## Directions
When you reach the records, transcribe each one exactly.

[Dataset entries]
....
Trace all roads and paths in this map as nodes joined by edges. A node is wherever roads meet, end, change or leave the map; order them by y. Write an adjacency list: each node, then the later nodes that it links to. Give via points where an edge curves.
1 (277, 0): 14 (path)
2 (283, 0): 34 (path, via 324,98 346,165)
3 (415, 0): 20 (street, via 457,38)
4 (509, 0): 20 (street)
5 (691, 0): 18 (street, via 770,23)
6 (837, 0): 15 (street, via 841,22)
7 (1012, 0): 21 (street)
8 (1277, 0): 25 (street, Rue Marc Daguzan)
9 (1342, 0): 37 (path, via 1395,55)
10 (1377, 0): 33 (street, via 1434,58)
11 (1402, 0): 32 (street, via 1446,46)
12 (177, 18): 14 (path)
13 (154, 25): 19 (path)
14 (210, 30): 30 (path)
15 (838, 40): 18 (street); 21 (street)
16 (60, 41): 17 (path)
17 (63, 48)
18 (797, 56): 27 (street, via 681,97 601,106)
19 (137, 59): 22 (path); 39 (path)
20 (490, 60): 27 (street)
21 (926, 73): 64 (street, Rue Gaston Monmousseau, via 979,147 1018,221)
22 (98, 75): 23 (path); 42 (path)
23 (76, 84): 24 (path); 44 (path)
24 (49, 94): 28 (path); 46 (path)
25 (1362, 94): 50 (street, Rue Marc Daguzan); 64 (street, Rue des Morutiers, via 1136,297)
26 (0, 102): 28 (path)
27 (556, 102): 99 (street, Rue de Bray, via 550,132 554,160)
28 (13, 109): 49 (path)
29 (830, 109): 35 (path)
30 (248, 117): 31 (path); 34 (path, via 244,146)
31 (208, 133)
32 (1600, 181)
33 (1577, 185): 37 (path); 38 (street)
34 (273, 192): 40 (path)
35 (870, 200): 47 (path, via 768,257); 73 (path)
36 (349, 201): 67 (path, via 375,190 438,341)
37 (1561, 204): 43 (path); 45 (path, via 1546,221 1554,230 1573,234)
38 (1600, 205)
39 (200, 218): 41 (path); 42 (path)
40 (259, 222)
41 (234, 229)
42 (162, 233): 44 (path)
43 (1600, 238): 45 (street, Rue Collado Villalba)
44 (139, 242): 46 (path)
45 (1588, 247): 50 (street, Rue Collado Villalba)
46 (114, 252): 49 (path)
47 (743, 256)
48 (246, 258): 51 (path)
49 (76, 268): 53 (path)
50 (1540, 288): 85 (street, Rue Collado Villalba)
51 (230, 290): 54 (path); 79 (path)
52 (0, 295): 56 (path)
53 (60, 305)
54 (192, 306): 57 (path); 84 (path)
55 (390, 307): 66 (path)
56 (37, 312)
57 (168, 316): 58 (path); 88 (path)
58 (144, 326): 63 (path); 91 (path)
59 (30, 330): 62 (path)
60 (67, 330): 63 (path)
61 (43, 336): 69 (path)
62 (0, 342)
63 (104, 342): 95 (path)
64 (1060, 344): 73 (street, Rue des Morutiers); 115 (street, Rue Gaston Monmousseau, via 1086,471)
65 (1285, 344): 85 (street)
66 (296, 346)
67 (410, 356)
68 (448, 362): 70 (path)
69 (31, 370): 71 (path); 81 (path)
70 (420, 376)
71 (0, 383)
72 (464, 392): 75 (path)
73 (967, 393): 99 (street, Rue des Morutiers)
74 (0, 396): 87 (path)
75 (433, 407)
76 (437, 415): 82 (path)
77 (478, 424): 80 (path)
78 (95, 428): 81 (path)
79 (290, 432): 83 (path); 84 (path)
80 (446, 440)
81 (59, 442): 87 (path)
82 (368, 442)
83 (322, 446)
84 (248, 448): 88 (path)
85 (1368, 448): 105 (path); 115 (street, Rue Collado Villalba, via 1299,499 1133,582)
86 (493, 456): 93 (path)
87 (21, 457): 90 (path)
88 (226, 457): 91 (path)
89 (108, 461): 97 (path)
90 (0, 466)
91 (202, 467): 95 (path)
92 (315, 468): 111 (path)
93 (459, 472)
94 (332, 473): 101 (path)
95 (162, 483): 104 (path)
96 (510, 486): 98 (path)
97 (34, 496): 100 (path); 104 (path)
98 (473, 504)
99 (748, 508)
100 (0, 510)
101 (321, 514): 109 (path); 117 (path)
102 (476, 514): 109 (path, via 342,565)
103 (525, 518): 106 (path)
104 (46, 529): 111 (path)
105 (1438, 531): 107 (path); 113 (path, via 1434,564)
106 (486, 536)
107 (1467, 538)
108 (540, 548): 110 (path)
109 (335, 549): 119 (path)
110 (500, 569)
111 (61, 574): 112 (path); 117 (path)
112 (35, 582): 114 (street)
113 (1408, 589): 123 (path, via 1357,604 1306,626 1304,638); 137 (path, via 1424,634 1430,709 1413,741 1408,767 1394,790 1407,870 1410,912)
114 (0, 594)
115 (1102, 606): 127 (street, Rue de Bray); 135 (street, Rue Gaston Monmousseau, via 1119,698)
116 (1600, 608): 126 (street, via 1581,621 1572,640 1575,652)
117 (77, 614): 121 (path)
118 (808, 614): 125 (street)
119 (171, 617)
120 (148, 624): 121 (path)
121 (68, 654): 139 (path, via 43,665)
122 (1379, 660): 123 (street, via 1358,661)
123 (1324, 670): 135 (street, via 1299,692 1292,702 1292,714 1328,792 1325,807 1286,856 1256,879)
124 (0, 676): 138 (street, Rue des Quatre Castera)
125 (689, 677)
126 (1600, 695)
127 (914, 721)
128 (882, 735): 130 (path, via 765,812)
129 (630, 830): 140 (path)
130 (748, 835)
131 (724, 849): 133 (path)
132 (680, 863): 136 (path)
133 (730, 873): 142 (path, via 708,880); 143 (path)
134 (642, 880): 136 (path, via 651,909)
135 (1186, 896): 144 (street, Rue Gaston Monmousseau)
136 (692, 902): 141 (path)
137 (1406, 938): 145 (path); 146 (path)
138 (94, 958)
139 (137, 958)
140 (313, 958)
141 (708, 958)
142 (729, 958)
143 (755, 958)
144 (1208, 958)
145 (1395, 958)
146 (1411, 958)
....
## Solution to this task
Trace all roads and paths in this map as nodes joined by edges. A node is wherever roads meet, end, change or leave the map; order them by y. Write an adjacency list: each node, then the later nodes that it links to. Give via points where an edge curves.
1 (277, 0): 14 (path)
2 (283, 0): 34 (path, via 324,98 346,165)
3 (415, 0): 20 (street, via 457,38)
4 (509, 0): 20 (street)
5 (691, 0): 18 (street, via 770,23)
6 (837, 0): 15 (street, via 841,22)
7 (1012, 0): 21 (street)
8 (1277, 0): 25 (street, Rue Marc Daguzan)
9 (1342, 0): 37 (path, via 1395,55)
10 (1377, 0): 33 (street, via 1434,58)
11 (1402, 0): 32 (street, via 1446,46)
12 (177, 18): 14 (path)
13 (154, 25): 19 (path)
14 (210, 30): 30 (path)
15 (838, 40): 18 (street); 21 (street)
16 (60, 41): 17 (path)
17 (63, 48)
18 (797, 56): 27 (street, via 681,97 601,106)
19 (137, 59): 22 (path); 39 (path)
20 (490, 60): 27 (street)
21 (926, 73): 64 (street, Rue Gaston Monmousseau, via 979,147 1018,221)
22 (98, 75): 23 (path); 42 (path)
23 (76, 84): 24 (path); 44 (path)
24 (49, 94): 28 (path); 46 (path)
25 (1362, 94): 50 (street, Rue Marc Daguzan); 64 (street, Rue des Morutiers, via 1136,297)
26 (0, 102): 28 (path)
27 (556, 102): 99 (street, Rue de Bray, via 550,132 554,160)
28 (13, 109): 49 (path)
29 (830, 109): 35 (path)
30 (248, 117): 31 (path); 34 (path, via 244,146)
31 (208, 133)
32 (1600, 181)
33 (1577, 185): 37 (path); 38 (street)
34 (273, 192): 40 (path)
35 (870, 200): 47 (path, via 768,257); 73 (path)
36 (349, 201): 67 (path, via 375,190 438,341)
37 (1561, 204): 43 (path); 45 (path, via 1546,221 1554,230 1573,234)
38 (1600, 205)
39 (200, 218): 41 (path); 42 (path)
40 (259, 222)
41 (234, 229)
42 (162, 233): 44 (path)
43 (1600, 238): 45 (street, Rue Collado Villalba)
44 (139, 242): 46 (path)
45 (1588, 247): 50 (street, Rue Collado Villalba)
46 (114, 252): 49 (path)
47 (743, 256)
48 (246, 258): 51 (path)
49 (76, 268): 53 (path)
50 (1540, 288): 85 (street, Rue Collado Villalba)
51 (230, 290): 54 (path); 79 (path)
52 (0, 295): 56 (path)
53 (60, 305)
54 (192, 306): 57 (path); 84 (path)
55 (390, 307): 66 (path)
56 (37, 312)
57 (168, 316): 58 (path); 88 (path)
58 (144, 326): 63 (path); 91 (path)
59 (30, 330): 62 (path)
60 (67, 330): 63 (path)
61 (43, 336): 69 (path)
62 (0, 342)
63 (104, 342): 95 (path)
64 (1060, 344): 73 (street, Rue des Morutiers); 115 (street, Rue Gaston Monmousseau, via 1086,471)
65 (1285, 344): 85 (street)
66 (296, 346)
67 (410, 356)
68 (448, 362): 70 (path)
69 (31, 370): 71 (path); 81 (path)
70 (420, 376)
71 (0, 383)
72 (464, 392): 75 (path)
73 (967, 393): 99 (street, Rue des Morutiers)
74 (0, 396): 87 (path)
75 (433, 407)
76 (437, 415): 82 (path)
77 (478, 424): 80 (path)
78 (95, 428): 81 (path)
79 (290, 432): 83 (path); 84 (path)
80 (446, 440)
81 (59, 442): 87 (path)
82 (368, 442)
83 (322, 446)
84 (248, 448): 88 (path)
85 (1368, 448): 105 (path); 115 (street, Rue Collado Villalba, via 1299,499 1133,582)
86 (493, 456): 93 (path)
87 (21, 457): 90 (path)
88 (226, 457): 91 (path)
89 (108, 461): 97 (path)
90 (0, 466)
91 (202, 467): 95 (path)
92 (315, 468): 111 (path)
93 (459, 472)
94 (332, 473): 101 (path)
95 (162, 483): 104 (path)
96 (510, 486): 98 (path)
97 (34, 496): 100 (path); 104 (path)
98 (473, 504)
99 (748, 508)
100 (0, 510)
101 (321, 514): 109 (path); 117 (path)
102 (476, 514): 109 (path, via 342,565)
103 (525, 518): 106 (path)
104 (46, 529): 111 (path)
105 (1438, 531): 107 (path); 113 (path, via 1434,564)
106 (486, 536)
107 (1467, 538)
108 (540, 548): 110 (path)
109 (335, 549): 119 (path)
110 (500, 569)
111 (61, 574): 112 (path); 117 (path)
112 (35, 582): 114 (street)
113 (1408, 589): 123 (path, via 1357,604 1306,626 1304,638); 137 (path, via 1424,634 1430,709 1413,741 1408,767 1394,790 1407,870 1410,912)
114 (0, 594)
115 (1102, 606): 127 (street, Rue de Bray); 135 (street, Rue Gaston Monmousseau, via 1119,698)
116 (1600, 608): 126 (street, via 1581,621 1572,640 1575,652)
117 (77, 614): 121 (path)
118 (808, 614): 125 (street)
119 (171, 617)
120 (148, 624): 121 (path)
121 (68, 654): 139 (path, via 43,665)
122 (1379, 660): 123 (street, via 1358,661)
123 (1324, 670): 135 (street, via 1299,692 1292,702 1292,714 1328,792 1325,807 1286,856 1256,879)
124 (0, 676): 138 (street, Rue des Quatre Castera)
125 (689, 677)
126 (1600, 695)
127 (914, 721)
128 (882, 735): 130 (path, via 765,812)
129 (630, 830): 140 (path)
130 (748, 835)
131 (724, 849): 133 (path)
132 (680, 863): 136 (path)
133 (730, 873): 142 (path, via 708,880); 143 (path)
134 (642, 880): 136 (path, via 651,909)
135 (1186, 896): 144 (street, Rue Gaston Monmousseau)
136 (692, 902): 141 (path)
137 (1406, 938): 145 (path); 146 (path)
138 (94, 958)
139 (137, 958)
140 (313, 958)
141 (708, 958)
142 (729, 958)
143 (755, 958)
144 (1208, 958)
145 (1395, 958)
146 (1411, 958)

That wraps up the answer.